In this discussion, the impact is only to the applicability of 45W credits, which have only existed since Jan 1 2023. Previous cases of leases that were sales would have already been delt with.
That's my point.
If they were NOT sales before 45W, they're still not sales now because 45W does not provide any mechanism to reclassify them.
However, it is a thing that is covered in other business purchases:
Purchasing vs. Leasing
The bit you're citing is
"You can acquire the property under a purchase option for a price that is nominal in relation to the property's value at the time you can exercise the option or that is nominal in comparison to your total payments under the lease."
Nominal means "far below the real value or cost."
The buyout of the lease is for
exactly the real cost -- plus the leasing and buyout fee.
That's higher, not "far below"
The cost is based on what it cost the leasing company to acquire the car. Not what someone else might hypothetically have paid for it.
Subtracting the credit makes the price even better than nominal.
Here's the core issue as I see it: does the $7,500 credit reduce the fair market value of the vehicle at the end of the lease? It reduces the lessor's cost, but that's an independent matter.
It's not though.
You're still conflating the cost to the customer-- which is irrelevant to determining if it's a lease--- and the cost to the leasing company.
In your previously cited example the people who might have a problem with it "not being considered a lease" are the END BUYERS. NOT THE LEASING COMPANY.
That is not
at all relevant here.
The ONLY party relevant is the leasing company- because they are the ones who got the credit.
And they're not offering a buyout for LESS THAN THEIR COST of the vehicle.
Anyway the rest of your links seem to have a similar confusion on your part-- they're all about the guy on the END of the lease and the IRS.... which is irrelevant here.
IMO, a lease that adjusts the residual/ buyout by ~$7,500 or the payments by ~$7,500 (total acquisition cost on par with a sale) is structuring itself as an installment purchase that exists to pass along the credit the lessee or car otherwise doesn't qualify for (exactly the scenario you originally called out).
The leasing company reduces the cap cost, not the buyout. If you never buy out the lease AT ALL you still benefit.

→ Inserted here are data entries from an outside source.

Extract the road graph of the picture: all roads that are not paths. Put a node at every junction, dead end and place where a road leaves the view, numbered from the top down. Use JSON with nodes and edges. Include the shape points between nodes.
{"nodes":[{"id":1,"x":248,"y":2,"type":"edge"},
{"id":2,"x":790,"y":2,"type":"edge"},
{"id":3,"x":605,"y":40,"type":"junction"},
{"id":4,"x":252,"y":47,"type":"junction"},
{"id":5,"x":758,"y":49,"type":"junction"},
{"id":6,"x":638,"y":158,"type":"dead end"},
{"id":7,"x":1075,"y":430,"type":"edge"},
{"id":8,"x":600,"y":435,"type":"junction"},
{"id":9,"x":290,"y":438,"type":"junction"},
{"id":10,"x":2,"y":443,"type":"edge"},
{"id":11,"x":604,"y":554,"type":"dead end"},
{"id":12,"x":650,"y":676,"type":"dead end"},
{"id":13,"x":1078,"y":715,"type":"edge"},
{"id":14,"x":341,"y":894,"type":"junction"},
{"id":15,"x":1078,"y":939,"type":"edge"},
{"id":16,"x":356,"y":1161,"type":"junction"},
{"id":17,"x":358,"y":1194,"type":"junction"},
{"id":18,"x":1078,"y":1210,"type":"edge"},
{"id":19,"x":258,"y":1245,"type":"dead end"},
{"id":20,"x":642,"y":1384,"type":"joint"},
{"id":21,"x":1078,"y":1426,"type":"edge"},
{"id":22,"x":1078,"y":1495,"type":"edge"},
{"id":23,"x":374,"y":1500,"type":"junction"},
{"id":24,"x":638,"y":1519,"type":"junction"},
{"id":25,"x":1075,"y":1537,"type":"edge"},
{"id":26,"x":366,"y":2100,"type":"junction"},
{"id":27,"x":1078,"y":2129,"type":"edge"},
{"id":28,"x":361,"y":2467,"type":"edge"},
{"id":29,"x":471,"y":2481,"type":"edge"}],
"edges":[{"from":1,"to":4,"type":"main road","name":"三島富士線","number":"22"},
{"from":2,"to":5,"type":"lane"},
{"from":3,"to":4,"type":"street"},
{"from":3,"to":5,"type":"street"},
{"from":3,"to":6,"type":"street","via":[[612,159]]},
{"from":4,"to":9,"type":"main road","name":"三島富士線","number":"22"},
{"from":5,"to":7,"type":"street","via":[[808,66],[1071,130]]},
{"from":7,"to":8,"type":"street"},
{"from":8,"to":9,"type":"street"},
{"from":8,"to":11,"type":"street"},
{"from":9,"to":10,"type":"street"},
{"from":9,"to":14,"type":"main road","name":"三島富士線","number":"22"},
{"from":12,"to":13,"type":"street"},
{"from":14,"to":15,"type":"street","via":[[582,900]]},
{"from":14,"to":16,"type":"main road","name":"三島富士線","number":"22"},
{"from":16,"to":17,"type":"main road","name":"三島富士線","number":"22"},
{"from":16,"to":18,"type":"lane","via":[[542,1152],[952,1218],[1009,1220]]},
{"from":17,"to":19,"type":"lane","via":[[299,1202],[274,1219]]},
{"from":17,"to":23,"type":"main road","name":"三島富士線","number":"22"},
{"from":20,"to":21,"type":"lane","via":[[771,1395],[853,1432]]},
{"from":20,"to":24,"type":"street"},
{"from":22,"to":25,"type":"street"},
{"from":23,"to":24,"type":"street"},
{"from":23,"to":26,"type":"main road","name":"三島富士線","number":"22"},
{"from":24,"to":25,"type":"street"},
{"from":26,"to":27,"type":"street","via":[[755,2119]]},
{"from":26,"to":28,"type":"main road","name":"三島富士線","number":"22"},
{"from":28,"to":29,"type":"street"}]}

So suggesting lowering the cap cost makes it a sale is obviously wrong since it happens even when you don't buy the car
at all
This is all on top of, and I know you dismiss this as appeal to authority but it's not "Well one authority says..."--- Literally EVERY car company/financing company, with their slew of accountants and lawyers, thinks you are wrong on this, and has conducted (at least) hundreds of millions of dollars of business on the basis of you being wrong about it.
Audi, BMW, Stellanis, Ford, Genesis, Hyundai, Jaguar, Kia, Lexus, Lucid, Mercedes-Benz, Mini, Nissan, Polestar, Porsche, Rivian, Subaru, Toyota, Volkswagen, and Volvo.
Every. Single. One. is giving $7500 off via leasing. And you're suggesting all of them will owe every penny of it back to the IRS based on what continues to be an IMHO not-quite-right readings of a couple of lines of an FAQ.